Only the lines from the beginning of the listing below through the line with "width:14px; height:14px; translate:-50%" belong in the answer; please print them exactly and drop the pictures.

→ **Task input**
╔══

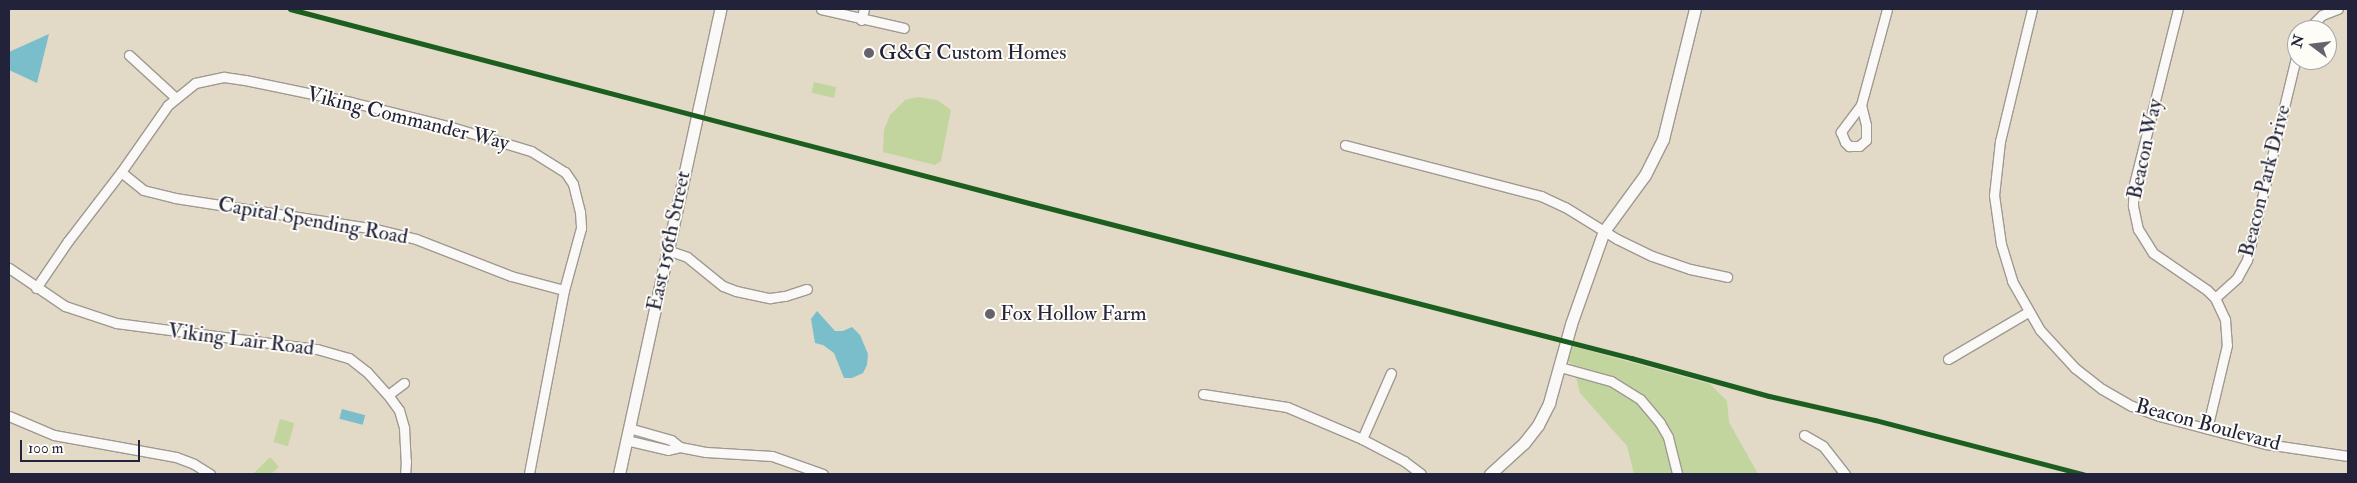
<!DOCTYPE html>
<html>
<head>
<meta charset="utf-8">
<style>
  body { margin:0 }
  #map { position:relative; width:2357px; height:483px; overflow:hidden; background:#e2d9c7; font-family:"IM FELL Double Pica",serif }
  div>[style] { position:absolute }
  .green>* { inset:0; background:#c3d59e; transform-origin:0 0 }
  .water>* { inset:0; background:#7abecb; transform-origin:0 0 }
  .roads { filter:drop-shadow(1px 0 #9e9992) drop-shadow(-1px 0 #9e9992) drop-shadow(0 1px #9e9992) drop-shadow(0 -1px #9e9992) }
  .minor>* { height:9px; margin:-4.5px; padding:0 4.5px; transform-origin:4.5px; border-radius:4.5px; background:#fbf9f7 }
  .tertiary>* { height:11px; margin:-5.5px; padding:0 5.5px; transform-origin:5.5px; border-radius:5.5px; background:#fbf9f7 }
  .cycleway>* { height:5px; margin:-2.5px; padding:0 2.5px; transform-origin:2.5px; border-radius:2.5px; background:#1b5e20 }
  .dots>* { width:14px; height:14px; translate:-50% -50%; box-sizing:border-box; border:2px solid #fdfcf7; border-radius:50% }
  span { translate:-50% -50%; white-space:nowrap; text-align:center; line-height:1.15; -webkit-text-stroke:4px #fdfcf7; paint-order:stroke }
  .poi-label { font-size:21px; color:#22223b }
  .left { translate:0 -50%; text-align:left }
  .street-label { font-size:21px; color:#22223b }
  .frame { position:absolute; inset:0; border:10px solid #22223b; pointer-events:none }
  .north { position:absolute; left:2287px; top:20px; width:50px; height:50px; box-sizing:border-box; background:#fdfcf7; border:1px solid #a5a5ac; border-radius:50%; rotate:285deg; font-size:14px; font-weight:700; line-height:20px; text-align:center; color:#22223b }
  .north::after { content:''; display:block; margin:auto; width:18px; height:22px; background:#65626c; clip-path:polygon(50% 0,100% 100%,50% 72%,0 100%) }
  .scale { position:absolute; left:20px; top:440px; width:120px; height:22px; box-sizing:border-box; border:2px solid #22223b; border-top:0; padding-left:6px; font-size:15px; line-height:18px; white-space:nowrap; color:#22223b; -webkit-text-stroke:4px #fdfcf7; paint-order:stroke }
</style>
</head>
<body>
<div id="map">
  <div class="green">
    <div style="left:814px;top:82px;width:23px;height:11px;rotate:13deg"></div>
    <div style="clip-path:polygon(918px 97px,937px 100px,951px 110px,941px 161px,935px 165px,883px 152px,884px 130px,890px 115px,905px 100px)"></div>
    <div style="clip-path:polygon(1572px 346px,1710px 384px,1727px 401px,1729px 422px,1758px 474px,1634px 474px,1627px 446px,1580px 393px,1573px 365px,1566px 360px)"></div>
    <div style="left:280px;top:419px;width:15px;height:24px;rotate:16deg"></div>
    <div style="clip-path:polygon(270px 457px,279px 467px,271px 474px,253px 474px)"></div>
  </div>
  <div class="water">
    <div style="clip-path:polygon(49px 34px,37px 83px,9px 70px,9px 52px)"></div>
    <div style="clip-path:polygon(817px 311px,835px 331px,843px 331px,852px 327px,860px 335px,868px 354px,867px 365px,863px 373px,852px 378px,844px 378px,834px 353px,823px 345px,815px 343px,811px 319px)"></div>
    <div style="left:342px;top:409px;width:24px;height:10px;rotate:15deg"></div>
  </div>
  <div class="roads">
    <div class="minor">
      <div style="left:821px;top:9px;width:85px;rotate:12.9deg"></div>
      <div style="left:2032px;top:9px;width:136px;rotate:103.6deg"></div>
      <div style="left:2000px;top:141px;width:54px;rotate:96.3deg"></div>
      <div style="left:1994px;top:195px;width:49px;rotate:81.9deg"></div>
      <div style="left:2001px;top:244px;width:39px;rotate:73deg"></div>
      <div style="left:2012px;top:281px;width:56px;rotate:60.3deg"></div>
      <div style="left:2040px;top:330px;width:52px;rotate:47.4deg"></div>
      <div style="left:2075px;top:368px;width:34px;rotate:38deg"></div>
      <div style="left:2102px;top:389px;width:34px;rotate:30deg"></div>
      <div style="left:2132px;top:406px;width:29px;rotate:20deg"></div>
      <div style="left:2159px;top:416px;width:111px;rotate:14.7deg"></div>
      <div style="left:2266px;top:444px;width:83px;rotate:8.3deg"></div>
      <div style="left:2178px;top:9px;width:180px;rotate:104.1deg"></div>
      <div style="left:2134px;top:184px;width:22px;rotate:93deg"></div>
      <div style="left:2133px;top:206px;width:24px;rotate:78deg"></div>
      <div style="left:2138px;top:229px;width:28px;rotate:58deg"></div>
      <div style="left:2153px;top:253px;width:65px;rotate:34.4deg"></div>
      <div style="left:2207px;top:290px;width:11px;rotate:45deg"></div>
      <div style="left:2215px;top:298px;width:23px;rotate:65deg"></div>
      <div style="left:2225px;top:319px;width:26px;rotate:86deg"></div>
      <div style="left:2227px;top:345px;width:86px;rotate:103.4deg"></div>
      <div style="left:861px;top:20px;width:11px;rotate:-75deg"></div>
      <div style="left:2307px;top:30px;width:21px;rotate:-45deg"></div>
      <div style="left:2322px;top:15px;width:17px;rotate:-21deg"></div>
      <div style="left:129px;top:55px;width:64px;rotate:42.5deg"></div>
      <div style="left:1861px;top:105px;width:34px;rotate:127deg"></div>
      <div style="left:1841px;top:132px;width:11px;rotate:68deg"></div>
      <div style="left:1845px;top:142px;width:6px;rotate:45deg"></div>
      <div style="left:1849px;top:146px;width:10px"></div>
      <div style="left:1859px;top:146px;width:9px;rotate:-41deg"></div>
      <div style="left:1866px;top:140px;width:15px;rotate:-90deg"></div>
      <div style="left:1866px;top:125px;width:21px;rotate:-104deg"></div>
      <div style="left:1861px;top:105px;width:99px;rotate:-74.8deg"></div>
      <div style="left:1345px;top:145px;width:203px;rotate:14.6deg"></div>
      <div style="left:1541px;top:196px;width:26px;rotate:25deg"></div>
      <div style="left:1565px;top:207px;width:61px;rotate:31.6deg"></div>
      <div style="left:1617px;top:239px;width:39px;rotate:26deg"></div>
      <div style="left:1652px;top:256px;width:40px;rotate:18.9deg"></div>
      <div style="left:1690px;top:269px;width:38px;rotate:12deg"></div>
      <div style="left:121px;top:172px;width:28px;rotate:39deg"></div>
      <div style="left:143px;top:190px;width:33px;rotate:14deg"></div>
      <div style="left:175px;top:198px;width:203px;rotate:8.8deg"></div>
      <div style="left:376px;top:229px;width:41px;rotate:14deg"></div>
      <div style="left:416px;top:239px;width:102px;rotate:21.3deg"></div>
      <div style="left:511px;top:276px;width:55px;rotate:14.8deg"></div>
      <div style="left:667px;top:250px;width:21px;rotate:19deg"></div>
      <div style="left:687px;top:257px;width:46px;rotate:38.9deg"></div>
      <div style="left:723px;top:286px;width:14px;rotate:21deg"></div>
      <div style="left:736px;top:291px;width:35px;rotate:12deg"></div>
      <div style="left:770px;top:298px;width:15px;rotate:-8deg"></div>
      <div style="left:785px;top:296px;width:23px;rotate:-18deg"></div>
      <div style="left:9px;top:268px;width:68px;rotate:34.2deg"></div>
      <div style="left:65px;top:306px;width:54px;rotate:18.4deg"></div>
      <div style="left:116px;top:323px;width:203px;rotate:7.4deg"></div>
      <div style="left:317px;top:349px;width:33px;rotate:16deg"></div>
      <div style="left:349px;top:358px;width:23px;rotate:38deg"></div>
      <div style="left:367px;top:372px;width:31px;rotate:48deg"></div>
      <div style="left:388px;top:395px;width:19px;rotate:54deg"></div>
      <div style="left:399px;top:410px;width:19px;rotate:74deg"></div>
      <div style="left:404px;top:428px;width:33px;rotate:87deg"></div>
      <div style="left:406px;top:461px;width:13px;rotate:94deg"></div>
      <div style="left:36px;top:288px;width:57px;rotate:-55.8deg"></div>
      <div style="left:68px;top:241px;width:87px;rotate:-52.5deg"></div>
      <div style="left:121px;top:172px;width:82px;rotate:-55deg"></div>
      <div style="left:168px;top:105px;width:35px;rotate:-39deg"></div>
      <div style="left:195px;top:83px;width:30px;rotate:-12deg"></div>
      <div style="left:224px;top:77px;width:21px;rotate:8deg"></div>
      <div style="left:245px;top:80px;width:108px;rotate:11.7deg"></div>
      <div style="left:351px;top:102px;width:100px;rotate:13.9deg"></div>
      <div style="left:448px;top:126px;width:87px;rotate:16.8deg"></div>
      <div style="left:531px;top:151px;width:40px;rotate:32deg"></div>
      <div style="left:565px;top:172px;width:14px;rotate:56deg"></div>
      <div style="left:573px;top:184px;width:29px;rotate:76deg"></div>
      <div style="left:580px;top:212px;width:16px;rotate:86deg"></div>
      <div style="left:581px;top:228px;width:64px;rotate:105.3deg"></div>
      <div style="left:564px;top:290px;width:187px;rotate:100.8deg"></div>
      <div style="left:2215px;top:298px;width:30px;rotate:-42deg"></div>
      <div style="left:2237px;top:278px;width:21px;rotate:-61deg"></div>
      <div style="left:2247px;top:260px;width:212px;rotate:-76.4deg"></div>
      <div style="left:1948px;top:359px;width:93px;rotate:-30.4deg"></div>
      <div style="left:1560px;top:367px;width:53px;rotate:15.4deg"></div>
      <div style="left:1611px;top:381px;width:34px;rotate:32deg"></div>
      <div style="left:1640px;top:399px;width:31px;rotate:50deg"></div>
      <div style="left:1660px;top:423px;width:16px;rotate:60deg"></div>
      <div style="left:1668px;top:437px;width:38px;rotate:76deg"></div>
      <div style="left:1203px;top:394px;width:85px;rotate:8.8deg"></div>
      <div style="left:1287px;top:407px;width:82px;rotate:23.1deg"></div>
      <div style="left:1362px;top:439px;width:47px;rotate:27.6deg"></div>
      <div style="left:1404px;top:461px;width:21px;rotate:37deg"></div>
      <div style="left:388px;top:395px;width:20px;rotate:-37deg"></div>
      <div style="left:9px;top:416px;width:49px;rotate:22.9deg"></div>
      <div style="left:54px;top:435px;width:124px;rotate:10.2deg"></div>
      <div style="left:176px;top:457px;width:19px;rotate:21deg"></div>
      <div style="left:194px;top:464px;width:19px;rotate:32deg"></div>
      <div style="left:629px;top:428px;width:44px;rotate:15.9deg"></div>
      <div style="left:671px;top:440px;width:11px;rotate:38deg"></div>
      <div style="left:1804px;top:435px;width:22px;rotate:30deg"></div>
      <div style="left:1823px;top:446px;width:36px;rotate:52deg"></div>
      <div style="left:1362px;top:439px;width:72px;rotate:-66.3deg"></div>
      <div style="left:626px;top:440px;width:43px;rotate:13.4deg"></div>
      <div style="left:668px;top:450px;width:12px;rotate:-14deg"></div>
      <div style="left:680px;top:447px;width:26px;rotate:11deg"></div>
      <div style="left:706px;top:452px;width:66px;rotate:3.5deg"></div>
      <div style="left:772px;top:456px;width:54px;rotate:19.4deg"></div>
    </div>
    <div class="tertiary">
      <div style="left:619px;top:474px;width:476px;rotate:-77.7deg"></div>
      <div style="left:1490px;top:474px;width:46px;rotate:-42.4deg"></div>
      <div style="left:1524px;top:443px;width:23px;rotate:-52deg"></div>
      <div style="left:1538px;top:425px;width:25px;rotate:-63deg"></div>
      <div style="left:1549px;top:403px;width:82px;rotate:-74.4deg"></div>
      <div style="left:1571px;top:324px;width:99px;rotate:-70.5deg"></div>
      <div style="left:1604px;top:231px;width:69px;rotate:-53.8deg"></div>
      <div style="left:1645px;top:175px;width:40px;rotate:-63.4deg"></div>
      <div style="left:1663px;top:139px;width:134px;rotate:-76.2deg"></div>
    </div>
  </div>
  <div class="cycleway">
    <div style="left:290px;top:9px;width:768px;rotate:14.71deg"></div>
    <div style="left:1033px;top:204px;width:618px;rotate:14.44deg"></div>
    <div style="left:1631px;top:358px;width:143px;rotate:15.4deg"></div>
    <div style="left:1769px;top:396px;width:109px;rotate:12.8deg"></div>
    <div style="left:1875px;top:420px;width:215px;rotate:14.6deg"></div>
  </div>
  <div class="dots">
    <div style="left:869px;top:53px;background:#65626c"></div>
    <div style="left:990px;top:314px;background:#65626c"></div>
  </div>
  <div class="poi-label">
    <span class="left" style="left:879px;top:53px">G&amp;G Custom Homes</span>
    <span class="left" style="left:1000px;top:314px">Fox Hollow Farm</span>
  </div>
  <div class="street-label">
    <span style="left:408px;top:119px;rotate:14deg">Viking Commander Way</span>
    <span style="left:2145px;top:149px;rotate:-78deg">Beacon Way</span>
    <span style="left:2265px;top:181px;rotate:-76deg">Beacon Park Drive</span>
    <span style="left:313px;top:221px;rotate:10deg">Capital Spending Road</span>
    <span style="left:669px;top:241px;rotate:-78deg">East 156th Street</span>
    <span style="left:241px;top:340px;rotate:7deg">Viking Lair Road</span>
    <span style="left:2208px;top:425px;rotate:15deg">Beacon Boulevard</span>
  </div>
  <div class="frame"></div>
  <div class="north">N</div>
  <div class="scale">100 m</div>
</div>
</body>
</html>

╚══

→ **Result below**
<!DOCTYPE html>
<html>
<head>
<meta charset="utf-8">
<style>
  body { margin:0 }
  #map { position:relative; width:2357px; height:483px; overflow:hidden; background:#e2d9c7; font-family:"IM FELL Double Pica",serif }
  div>[style] { position:absolute }
  .green>* { inset:0; background:#c3d59e; transform-origin:0 0 }
  .water>* { inset:0; background:#7abecb; transform-origin:0 0 }
  .roads { filter:drop-shadow(1px 0 #9e9992) drop-shadow(-1px 0 #9e9992) drop-shadow(0 1px #9e9992) drop-shadow(0 -1px #9e9992) }
  .minor>* { height:9px; margin:-4.5px; padding:0 4.5px; transform-origin:4.5px; border-radius:4.5px; background:#fbf9f7 }
  .tertiary>* { height:11px; margin:-5.5px; padding:0 5.5px; transform-origin:5.5px; border-radius:5.5px; background:#fbf9f7 }
  .cycleway>* { height:5px; margin:-2.5px; padding:0 2.5px; transform-origin:2.5px; border-radius:2.5px; background:#1b5e20 }
  .dots>* { width:14px; height:14px; translate:-50% -50%; box-sizing:border-box; border:2px solid #fdfcf7; border-radius:50% }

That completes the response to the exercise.